“Qualunque condotta di autolesione permette alla persona di concentrarsi sul dolore fisico per non sentire il dolore emotivo, ma anche di comunicare attraverso il corpo quello che le parole non riescono a descrivere.

Cutting, Burning, Branding,  ovvero autolesionismo. È un fenomeno molto diffuso tra gli adolescenti  a causa del grande e preoccupante sviluppo che hanno i video su Youtube o le foto sui gruppi Facebook di ragazzi e ragazzini che mettono in atto pratiche di autolesionismo. Tagliarsi la pelle con lamette o qualsiasi altro oggetto affilato, ad esempio chiodi, forbici, coltelli, fermagli, pezzi di vetro, bruciarsi con le sigarette o marchiarsi a fuoco con laser o un ferro rovente, chiaramente tutto questo non ha nulla a che fare con il suicidio. Qualunque condotta di autolesione permette alla persona di concentrarsi sul dolore fisico per non sentire il dolore emotivo, ma anche di comunicare attraverso il corpo quello che le parole non riescono a descrivere.

Queste condotte autolesive hanno la massima diffusione tra gli adolescenti, possono comparire già tra i 12 ed i 13 anni e sono decisamente più frequenti tra le ragazze che non tra i ragazzi (con un rapporto di 9 a 1). Non esistono statistiche certe sulla diffusione di queste pratiche, ma il SIBRIC (Self Harm & Self Injury, il portale dedicato allo studio e all’informazione sull’autolesionismo) riporta dati che parlano di comportamenti autolesionistici nel 42% degli adolescenti tra i 13 ed i 22 anni.

Le condotte autolesive possono verificarsi per:

– Un senso di profondo vuoto interiore, soprattutto negli stati dissociativi dovuti a gravi traumi e abusi, ferirsi diventa un’esperienza che li riconnette con la vita: la vista del sangue e la sensazione dolorifica del corpo li riporta alla realtà dopo che la loro mente, ferita e traumatizzata, si è dissociata dall’esperienza del qui ed ora.

– Il sentirsi soli, abbandonati a se stessi senza un luogo affettivo dove andare a cercare conforto nei momenti di tristezza, rabbia o solitudine, ferirsi diventa la miglior strategia che hanno trovato per scaricare la tensione intollerabile provocata da queste emozioni, ma anche per illudersi di poterle controllare anziché esserne travolti. Subito dopo la ferita, la sensazione che arriva è di sollievo, di pace, di liberazione.  Dopo poco però, arrivano il rimorso e la vergogna.
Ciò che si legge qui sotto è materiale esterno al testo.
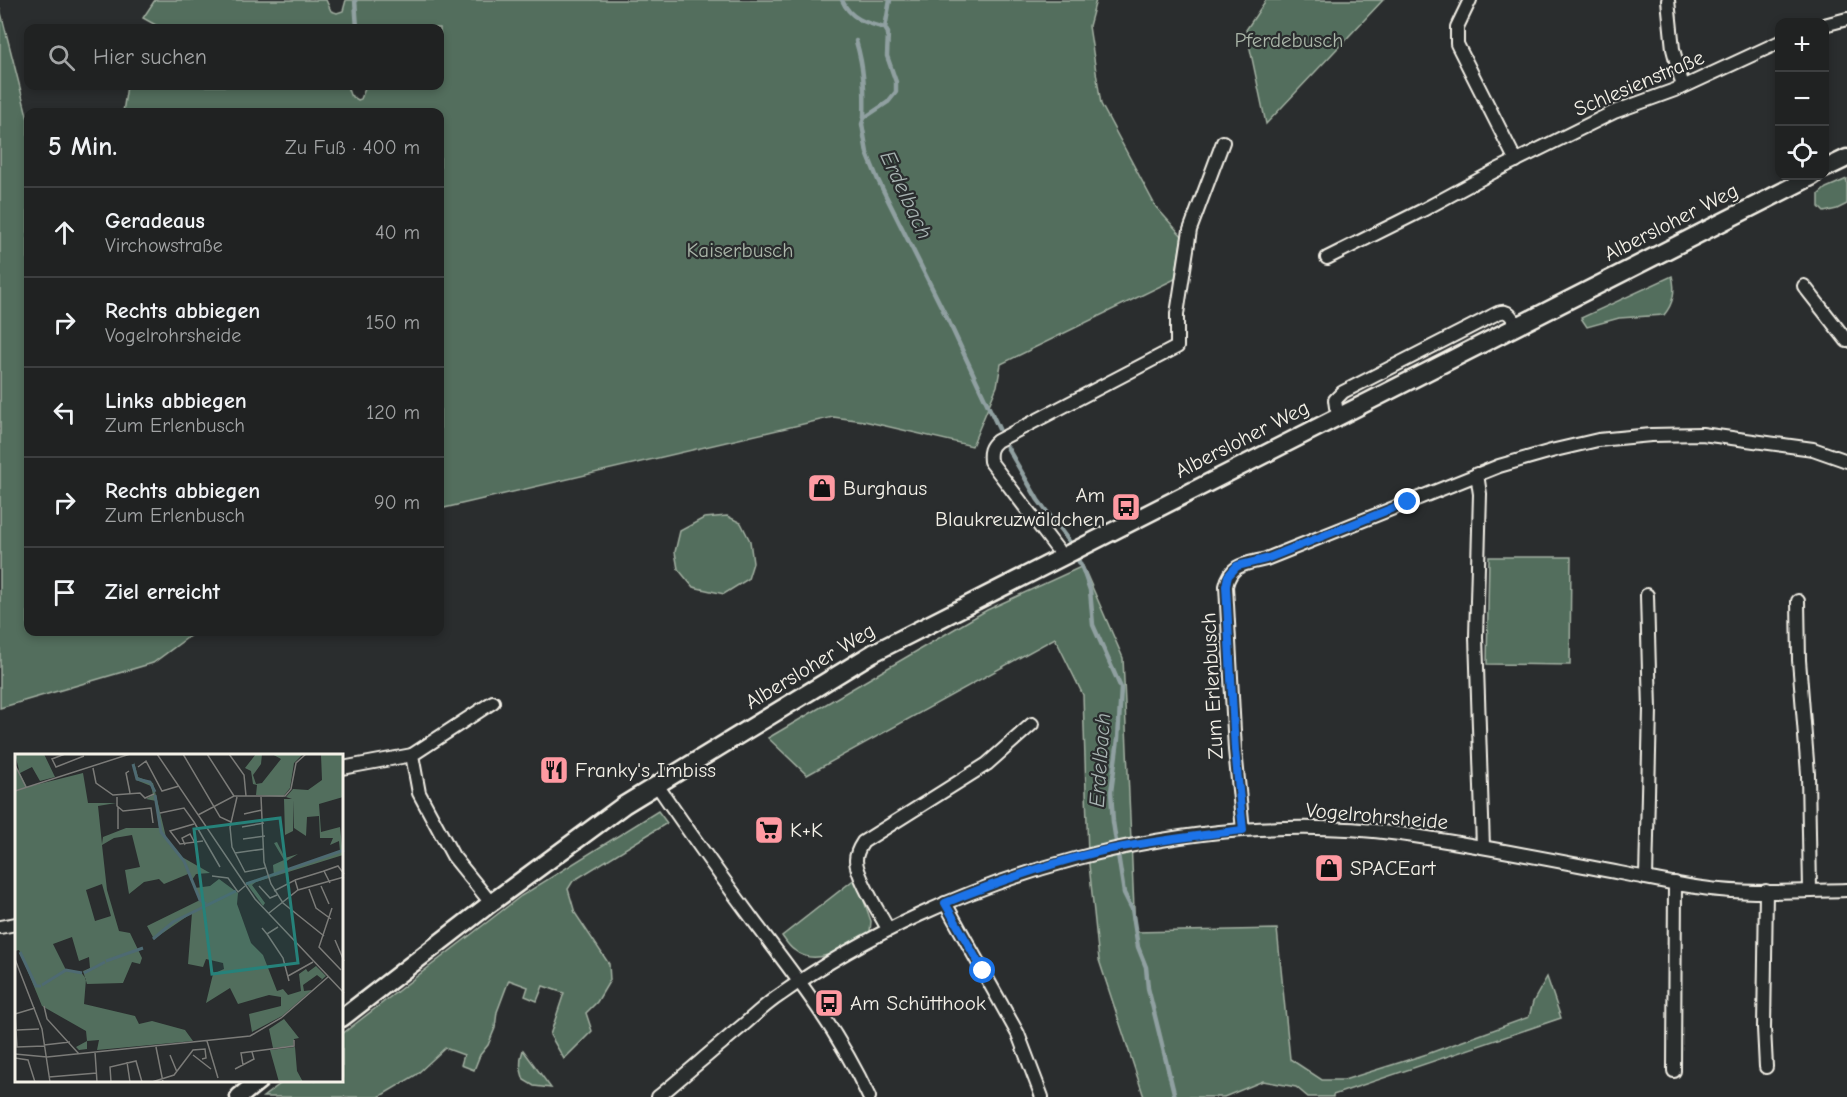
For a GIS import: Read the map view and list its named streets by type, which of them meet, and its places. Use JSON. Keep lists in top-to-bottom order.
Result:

Il sollievo momentaneo dal dolore emotivo o dal senso di vuoto e di annichilimento che il ferirsi provoca fa sì che la persona tenda a ferirsi nuovamente in futuro, in un meccanismo simile a quello della dipendenza da sostanze stupefacenti.Smettere di ferirsi allora richiede non solo un atto di volontà ma anche un aiuto professionale ben strutturato, che permetta ai ragazzi in sofferenza di tradurre in parole l’indicibile dolore che li attraversa e imparare a tollerare la rabbia, la frustrazione, la solitudine senza agire contro se stessi.

 

È possibile individuare dei segnali che potrebbero insospettire:

– Maniche lunghe anche fuori stagione, vestiti eccessivamente coprenti anche d’estate;

 

– Frequenti macchie di sangue sui vestiti;

 

– Isolamento (come ad esempio passare lunghi periodi chiusi in bagno);

 

– Possesso di oggetti appuntiti come lamette, pezzetti di vetro o di ceramica, coltellini;

 

Irritabilità e scarso controllo di forti emozioni.

 

Per aiutare un adolescente che si ferisce, è fondamentale non colpevolizzarlo né mortificarlo ma fargli sentire tutto il sostegno e la comprensione e invitarlo a intraprendere un percorso psicologico presso un professionista competente.”